La Coppa del mondo di sci alpino è tornata a Tarvisio dopo quindici anni e la Regione Friuli Venezia Giulia, per voce del presidente Massimiliano Fedriga, saluta il risultato come frutto di un percorso che ha restituito credibilità internazionale al territorio. Nel primo mese della stagione invernale, dal 6 dicembre al 6 gennaio, i sei poli regionali hanno contato 290 mila primi ingressi, praticamente in linea con l’annata precedente.
Numeri che non convincono Paola Schneider, imprenditrice alberghiera di Lateis ed ex presidente di Federalberghi. Schneider ritiene indispensabile una strategia che guardi «cosa sarà la montagna del Friuli tra 20 anni», ricordando che «il turismo non basta» perché la maggior parte dei residenti non vive di quell’economia.

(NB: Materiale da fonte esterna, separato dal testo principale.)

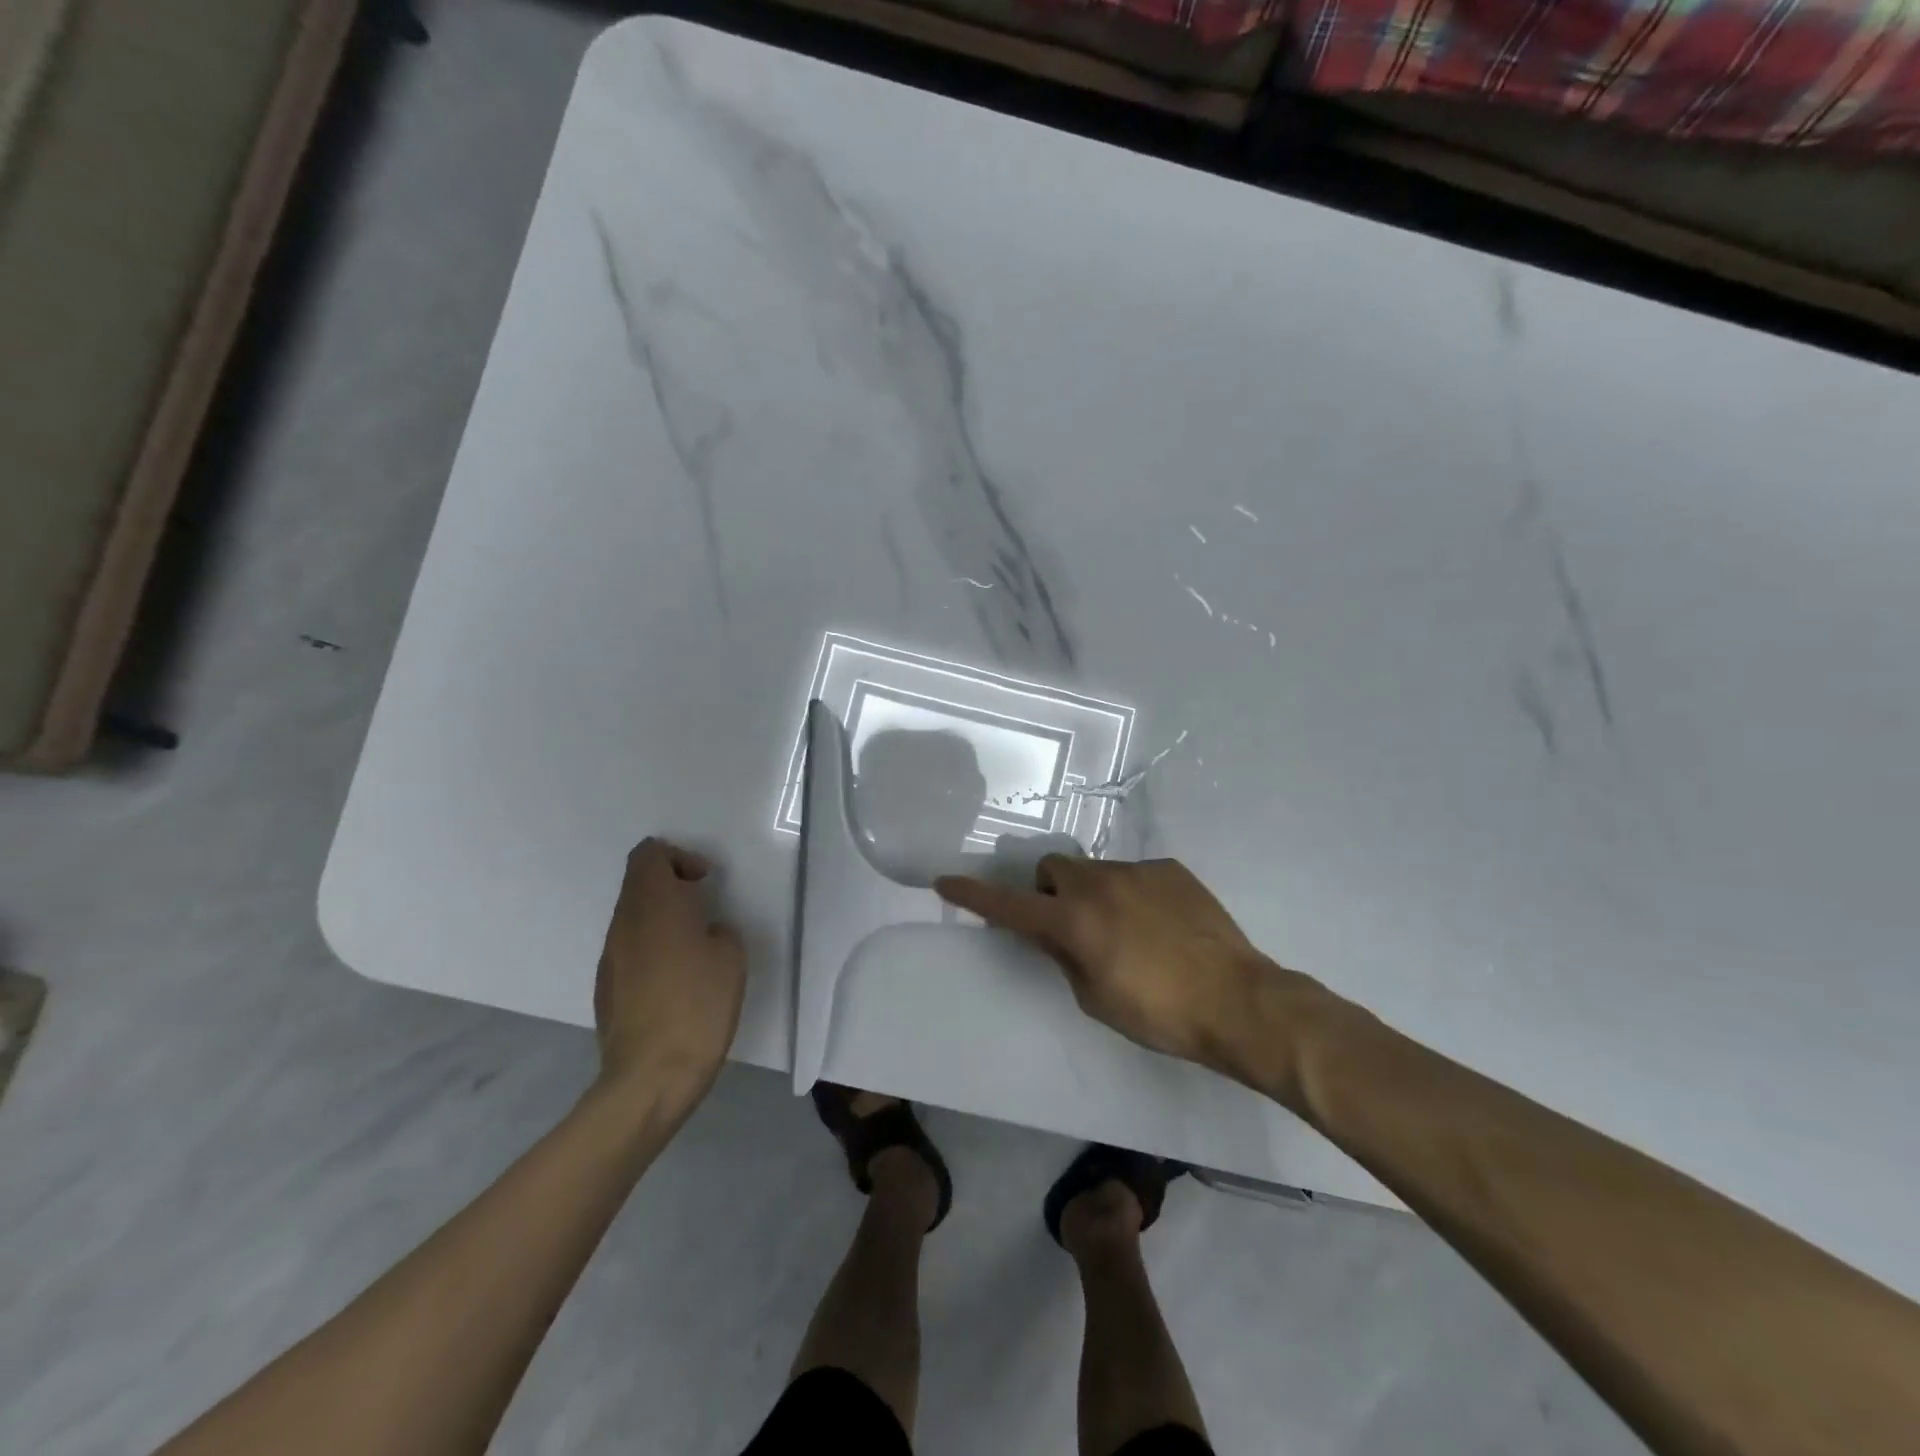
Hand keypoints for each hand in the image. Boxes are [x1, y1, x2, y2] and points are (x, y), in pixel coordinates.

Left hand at [594, 838, 745, 1110]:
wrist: (650, 1076)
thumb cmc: (698, 1005)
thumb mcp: (731, 957)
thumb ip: (718, 930)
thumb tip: (705, 932)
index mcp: (653, 905)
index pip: (649, 854)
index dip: (678, 857)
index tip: (705, 881)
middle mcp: (623, 923)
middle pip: (638, 882)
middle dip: (671, 885)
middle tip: (704, 909)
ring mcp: (610, 956)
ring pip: (633, 916)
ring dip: (662, 917)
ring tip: (694, 945)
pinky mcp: (606, 987)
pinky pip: (629, 948)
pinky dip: (652, 947)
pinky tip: (676, 979)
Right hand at [935, 856, 1305, 1076]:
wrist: (1239, 1000)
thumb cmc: (1160, 1014)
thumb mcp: (1096, 998)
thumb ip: (1064, 957)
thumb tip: (1050, 934)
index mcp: (1074, 921)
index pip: (1010, 905)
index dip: (974, 895)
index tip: (945, 880)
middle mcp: (1099, 884)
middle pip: (1053, 869)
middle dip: (1050, 891)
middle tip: (1071, 926)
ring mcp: (1137, 870)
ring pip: (1095, 871)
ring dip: (1094, 894)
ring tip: (1128, 932)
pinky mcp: (1171, 869)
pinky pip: (1135, 874)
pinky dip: (1132, 895)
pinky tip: (1162, 926)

A suo giudizio gli investimenti regionali – 67 milioni di euro destinati ai poli invernali – mancano di un piano di ampio respiro capace di tenere conto dei cambiamenti climatici. Le grandi stazioni, afferma, potranno resistere, mentre quelle minori faranno sempre più fatica; servono quindi alternative alla neve e un dibattito urgente sulle opportunità per l’inverno.
Escursioni alpinistiche, percorsi con le ciaspole, serate sotto le stelle o piste di ghiaccio vengono considerate iniziative positive ma insufficienti a sostituire i flussi dello sci, sport destinato a costare sempre di più per utenti e gestori fra energia, acqua e innevamento.
Sul fronte ricettivo Schneider osserva che gli alberghi regionali restano fragili; nuove strutture di grandi dimensioni e la futura legge sul turismo potrebbero portare novità, ma il problema principale rimane l’orientamento al turismo giornaliero, concentrato nel fine settimana, che non garantisce pernottamenti.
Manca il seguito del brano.